Now let us return to Auwae's dinner-table. The food is quickly eaten, after which the little girl passes a calabash of water around among the company. It is to serve as a finger-bowl. Does this surprise you? Ah! but you must remember these Hawaiians ate with their fingers. These same fingers are now sticky with poi, and as the people are natural lovers of water, they are fond of having every part of their bodies spotless.
A pipe and tobacco are passed around for a smoke. These people, so cleanly in some other ways, do not object to using the one pipe in common. The women put away the food, and the company prepare for a picnic at the shore but a short distance from the house. They will spend the afternoon in surf-bathing, and all of them will perform feats in the water that would astonish the best swimmers in other countries.
CHAPTER III.
SURF-RIDING
Auwae has a loved playmate, Upa, a boy a little older than herself. He goes with the party to the beach. Carrying their surf-boards under their arms, the two children hurry ahead to the beach of shining white coral sand. Look! The broad Pacific now stretches out before their eyes. How blue are the waters, reaching out in the distance till they seem to meet a sky just as blue and clear of a passing cloud! How the hot sunshine beats down upon the sand! Yet Auwae does not seem to mind it. She stoops to pick a wild morning-glory growing almost at the water's edge, and then dances about, saying to Upa:
"Hurrah! The waves are just fine to-day for bathing, aren't they?"
We almost hold our breath at the thought of these children trusting themselves out in the high waves rushing in from the coral reef a quarter of a mile outside. Then, too, we know there are sharks in these waters; and what a terrible death would be Auwae's if one of these creatures should grind her between his many teeth!
As to the sharks, we need not fear, as they never venture nearer than the coral reefs, which seem to be a wall beyond which they dare not pass.

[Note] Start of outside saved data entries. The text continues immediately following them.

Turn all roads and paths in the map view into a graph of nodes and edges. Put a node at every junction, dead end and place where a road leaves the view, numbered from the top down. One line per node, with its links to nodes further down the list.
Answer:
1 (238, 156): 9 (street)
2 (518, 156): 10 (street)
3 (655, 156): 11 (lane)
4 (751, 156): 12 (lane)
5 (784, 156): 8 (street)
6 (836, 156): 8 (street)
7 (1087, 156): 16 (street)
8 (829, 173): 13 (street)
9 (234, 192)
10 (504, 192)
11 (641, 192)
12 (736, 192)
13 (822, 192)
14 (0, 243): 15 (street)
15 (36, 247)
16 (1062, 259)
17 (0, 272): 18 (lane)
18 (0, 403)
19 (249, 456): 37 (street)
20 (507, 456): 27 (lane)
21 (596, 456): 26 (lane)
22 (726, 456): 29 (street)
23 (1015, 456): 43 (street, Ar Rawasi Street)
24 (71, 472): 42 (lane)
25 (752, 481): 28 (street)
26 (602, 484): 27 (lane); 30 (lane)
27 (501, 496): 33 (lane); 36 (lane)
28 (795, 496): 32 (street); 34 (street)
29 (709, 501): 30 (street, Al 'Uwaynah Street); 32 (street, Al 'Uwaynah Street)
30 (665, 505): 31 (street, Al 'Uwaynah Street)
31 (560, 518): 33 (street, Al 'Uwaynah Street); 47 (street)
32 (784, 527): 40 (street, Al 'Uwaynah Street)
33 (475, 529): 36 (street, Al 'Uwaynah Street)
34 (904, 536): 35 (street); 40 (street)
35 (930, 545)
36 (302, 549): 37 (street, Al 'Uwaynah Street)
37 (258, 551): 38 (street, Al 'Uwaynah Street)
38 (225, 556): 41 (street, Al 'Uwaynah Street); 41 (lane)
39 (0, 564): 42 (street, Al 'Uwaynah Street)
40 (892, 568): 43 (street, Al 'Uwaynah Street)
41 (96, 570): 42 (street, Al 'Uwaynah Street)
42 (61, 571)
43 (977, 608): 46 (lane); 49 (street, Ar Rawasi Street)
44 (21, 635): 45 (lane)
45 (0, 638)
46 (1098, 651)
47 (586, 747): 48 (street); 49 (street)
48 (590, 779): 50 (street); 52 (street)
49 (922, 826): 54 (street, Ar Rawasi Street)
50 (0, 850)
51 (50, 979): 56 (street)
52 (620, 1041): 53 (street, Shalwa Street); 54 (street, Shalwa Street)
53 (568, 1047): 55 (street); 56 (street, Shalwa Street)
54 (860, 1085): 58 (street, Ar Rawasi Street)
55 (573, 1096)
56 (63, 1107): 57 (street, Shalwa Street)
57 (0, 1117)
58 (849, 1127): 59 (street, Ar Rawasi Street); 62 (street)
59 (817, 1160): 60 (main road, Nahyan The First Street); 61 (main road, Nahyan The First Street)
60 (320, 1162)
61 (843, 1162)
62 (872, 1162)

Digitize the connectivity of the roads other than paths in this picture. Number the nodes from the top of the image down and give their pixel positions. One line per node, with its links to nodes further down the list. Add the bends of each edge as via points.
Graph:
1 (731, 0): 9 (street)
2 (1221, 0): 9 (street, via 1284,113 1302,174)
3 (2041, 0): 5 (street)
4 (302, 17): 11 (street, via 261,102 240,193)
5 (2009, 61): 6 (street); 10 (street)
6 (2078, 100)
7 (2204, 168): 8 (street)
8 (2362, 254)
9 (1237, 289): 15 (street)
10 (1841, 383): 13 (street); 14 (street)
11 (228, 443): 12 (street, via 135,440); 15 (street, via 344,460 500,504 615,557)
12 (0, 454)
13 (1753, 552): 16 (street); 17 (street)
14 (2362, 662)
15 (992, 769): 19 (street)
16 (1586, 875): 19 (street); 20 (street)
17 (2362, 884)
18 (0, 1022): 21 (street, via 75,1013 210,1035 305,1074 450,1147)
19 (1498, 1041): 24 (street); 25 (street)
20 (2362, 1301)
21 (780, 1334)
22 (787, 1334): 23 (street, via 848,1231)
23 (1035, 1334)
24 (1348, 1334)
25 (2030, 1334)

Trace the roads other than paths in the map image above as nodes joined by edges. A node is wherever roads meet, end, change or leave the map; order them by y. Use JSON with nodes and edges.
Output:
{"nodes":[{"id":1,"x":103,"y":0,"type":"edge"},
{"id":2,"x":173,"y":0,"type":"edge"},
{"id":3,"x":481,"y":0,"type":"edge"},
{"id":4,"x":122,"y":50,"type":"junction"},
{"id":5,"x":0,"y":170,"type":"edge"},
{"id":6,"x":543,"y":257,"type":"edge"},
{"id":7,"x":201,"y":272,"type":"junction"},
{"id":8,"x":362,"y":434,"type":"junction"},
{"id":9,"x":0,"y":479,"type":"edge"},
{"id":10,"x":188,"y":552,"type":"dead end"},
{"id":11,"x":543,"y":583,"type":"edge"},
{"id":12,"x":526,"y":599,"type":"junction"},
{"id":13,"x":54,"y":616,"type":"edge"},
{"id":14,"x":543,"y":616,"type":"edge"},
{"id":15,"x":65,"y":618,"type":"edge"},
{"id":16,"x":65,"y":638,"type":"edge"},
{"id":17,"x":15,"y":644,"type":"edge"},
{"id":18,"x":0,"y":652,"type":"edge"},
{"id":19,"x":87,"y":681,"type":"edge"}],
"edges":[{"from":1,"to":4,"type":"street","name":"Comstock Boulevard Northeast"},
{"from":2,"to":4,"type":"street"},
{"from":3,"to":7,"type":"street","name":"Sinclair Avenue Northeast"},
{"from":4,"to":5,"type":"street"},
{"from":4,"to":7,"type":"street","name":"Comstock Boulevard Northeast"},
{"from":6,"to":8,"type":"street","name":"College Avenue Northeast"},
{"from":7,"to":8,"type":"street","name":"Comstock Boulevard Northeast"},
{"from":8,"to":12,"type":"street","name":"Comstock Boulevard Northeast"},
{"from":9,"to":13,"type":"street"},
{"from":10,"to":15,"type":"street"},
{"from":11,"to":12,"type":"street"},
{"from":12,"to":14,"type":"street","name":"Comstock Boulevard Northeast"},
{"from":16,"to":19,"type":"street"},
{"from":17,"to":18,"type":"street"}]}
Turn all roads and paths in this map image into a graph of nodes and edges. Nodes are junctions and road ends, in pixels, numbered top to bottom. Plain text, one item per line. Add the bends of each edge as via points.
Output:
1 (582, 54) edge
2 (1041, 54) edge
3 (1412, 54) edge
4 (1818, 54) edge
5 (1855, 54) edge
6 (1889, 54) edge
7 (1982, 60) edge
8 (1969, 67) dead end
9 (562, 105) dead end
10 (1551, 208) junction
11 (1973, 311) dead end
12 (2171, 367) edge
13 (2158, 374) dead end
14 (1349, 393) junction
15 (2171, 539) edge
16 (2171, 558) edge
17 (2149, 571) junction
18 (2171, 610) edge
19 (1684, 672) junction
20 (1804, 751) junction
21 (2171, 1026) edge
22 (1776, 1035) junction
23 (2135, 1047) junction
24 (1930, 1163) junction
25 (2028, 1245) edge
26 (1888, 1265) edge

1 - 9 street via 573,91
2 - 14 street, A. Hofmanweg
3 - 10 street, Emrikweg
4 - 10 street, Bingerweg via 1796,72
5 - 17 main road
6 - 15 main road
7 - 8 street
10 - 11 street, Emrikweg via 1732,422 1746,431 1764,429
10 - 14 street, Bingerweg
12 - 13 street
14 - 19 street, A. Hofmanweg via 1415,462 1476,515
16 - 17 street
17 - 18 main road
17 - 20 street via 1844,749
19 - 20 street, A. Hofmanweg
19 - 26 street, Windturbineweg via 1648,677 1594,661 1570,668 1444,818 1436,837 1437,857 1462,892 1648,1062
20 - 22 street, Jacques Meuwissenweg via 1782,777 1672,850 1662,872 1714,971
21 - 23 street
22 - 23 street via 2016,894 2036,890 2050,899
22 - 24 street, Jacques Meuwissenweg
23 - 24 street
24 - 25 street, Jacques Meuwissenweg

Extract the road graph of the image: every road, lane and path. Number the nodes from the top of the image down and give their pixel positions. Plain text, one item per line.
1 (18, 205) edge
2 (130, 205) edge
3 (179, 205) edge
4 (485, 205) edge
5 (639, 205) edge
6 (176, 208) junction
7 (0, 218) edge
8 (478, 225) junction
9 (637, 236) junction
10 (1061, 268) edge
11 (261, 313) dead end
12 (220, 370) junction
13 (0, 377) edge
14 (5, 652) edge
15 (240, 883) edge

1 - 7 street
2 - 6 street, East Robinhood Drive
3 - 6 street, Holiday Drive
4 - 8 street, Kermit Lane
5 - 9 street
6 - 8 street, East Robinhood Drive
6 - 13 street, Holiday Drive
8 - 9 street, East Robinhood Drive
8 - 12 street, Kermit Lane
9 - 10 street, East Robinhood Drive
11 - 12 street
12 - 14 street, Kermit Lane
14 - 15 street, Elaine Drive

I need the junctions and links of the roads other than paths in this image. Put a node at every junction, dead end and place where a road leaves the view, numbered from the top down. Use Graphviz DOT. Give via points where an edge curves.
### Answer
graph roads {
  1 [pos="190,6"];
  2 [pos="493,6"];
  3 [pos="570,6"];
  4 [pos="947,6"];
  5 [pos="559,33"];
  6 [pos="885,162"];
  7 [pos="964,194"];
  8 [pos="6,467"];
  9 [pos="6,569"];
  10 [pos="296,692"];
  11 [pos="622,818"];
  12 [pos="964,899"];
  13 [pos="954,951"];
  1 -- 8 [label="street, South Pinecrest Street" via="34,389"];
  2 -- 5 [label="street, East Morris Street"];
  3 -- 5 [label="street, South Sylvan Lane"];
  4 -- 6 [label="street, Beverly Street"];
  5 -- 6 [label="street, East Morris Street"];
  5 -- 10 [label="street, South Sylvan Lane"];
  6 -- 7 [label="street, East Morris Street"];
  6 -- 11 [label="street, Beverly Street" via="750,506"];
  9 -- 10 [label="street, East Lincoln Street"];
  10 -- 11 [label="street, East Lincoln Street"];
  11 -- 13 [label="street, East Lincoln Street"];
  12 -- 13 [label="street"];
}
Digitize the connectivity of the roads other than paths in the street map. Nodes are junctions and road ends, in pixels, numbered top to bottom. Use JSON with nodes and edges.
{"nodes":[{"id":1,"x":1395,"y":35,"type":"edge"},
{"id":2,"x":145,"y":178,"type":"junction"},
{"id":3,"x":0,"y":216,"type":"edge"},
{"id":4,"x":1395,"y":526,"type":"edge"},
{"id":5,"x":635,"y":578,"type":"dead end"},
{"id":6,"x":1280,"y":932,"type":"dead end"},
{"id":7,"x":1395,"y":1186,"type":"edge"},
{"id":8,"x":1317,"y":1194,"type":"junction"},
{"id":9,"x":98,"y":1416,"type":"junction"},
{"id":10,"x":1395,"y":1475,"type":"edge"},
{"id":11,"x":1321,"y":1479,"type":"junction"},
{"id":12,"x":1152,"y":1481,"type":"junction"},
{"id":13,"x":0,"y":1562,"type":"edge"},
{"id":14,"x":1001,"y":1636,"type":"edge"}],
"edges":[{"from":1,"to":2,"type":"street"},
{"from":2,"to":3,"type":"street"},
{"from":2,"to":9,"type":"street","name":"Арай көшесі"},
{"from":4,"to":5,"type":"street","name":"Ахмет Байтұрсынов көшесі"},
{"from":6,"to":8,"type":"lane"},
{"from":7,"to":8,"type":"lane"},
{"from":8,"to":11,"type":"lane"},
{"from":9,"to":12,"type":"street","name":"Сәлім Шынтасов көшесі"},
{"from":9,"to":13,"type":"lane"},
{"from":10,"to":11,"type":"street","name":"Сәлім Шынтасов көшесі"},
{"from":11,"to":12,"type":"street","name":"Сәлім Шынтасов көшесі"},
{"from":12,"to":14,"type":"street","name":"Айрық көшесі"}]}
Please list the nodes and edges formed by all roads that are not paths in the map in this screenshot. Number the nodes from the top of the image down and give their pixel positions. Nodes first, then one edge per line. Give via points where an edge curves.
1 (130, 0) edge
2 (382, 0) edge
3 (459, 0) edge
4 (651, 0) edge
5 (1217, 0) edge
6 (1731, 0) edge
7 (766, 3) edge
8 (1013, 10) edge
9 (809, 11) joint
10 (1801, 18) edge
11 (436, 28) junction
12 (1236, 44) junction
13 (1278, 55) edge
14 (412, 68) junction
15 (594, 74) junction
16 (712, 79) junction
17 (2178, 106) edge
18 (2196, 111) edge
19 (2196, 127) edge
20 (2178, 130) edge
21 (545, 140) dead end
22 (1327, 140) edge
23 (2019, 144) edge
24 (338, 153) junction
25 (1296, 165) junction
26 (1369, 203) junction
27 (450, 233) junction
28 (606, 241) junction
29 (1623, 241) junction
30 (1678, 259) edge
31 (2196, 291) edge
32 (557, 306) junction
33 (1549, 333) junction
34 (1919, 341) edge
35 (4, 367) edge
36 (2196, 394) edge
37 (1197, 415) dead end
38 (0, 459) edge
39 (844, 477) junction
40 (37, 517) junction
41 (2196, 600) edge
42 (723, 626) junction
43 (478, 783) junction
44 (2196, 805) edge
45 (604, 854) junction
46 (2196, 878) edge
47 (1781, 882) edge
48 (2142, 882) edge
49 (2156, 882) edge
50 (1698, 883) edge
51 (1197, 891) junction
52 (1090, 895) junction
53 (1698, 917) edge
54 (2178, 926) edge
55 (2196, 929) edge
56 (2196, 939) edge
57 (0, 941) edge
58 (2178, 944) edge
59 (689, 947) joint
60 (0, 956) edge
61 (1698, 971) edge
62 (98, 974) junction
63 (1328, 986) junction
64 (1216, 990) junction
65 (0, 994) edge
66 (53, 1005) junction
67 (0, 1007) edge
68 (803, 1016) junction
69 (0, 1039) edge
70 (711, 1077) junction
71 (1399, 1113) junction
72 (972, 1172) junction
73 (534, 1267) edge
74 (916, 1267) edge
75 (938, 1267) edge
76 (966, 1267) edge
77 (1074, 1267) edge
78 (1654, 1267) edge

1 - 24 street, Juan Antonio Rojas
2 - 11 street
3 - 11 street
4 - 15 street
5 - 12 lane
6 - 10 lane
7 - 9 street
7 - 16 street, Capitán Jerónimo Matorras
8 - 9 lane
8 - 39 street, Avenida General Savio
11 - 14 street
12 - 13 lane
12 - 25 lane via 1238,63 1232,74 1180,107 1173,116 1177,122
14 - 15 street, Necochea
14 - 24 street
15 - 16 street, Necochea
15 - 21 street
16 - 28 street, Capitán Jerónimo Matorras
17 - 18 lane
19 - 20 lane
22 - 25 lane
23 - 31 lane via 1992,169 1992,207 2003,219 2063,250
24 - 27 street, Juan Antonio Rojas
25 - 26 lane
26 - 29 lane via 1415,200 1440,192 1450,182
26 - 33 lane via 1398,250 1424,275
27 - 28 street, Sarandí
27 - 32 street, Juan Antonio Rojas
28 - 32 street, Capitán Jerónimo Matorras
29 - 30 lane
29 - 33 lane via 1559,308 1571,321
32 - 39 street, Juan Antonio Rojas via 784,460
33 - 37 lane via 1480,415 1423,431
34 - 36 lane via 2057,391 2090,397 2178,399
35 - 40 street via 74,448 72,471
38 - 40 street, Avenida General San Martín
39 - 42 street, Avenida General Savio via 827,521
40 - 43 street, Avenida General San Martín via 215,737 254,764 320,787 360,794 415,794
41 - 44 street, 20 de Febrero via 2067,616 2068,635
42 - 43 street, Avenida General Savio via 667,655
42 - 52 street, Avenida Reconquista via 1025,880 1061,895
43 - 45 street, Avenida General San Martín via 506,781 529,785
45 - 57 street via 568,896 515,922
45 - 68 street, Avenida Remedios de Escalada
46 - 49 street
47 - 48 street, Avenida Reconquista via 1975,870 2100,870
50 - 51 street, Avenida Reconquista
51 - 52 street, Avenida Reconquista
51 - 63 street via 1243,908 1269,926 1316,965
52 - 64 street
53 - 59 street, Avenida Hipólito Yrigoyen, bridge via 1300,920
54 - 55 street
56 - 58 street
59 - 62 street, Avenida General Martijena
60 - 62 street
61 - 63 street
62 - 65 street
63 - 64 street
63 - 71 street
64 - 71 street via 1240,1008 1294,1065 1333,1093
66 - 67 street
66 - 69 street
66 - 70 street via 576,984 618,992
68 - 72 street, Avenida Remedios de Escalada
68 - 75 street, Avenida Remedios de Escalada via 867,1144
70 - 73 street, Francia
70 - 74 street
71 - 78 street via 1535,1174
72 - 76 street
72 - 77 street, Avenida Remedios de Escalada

And as for the water! why, when we have once seen Auwae swim, we can no longer fear for her safety. It seems as though water, instead of land, must be her natural abiding-place.
But now the rest of the party have arrived, bringing with them their surf-boards, or wave-sliding-boards, as we might call them.
For those living on Hawaii's shore, much of the pleasure of life depends on these pieces of wood so carefully prepared. They are made from the strong, tough trunk of the breadfruit-tree, are highly polished, and about two feet wide. They look very much like coffin lids, and are long enough for one to stretch at length upon them.
It takes but a few moments to remove their clothing and put on their bathing-costumes. For the men, it is the malo, a piece of cloth wound about the loins and between the legs, and, before the white people came, the only garment worn by them at any time.
All are now ready for the sport. They wade out into deep water with the surf-boards under their arms. Then, pushing them in front, they swim out till they reach the breakers, when they suddenly dive and disappear from view.
There is no sign of them for several moments. Now look far out and you can see their black heads bobbing about in the smooth water beyond the waves. Watch them carefully as they wait for that great roller about to turn toward the shore. They leap upon its crest, lying flat upon their boards, and are borne to the beach with the speed of the wind.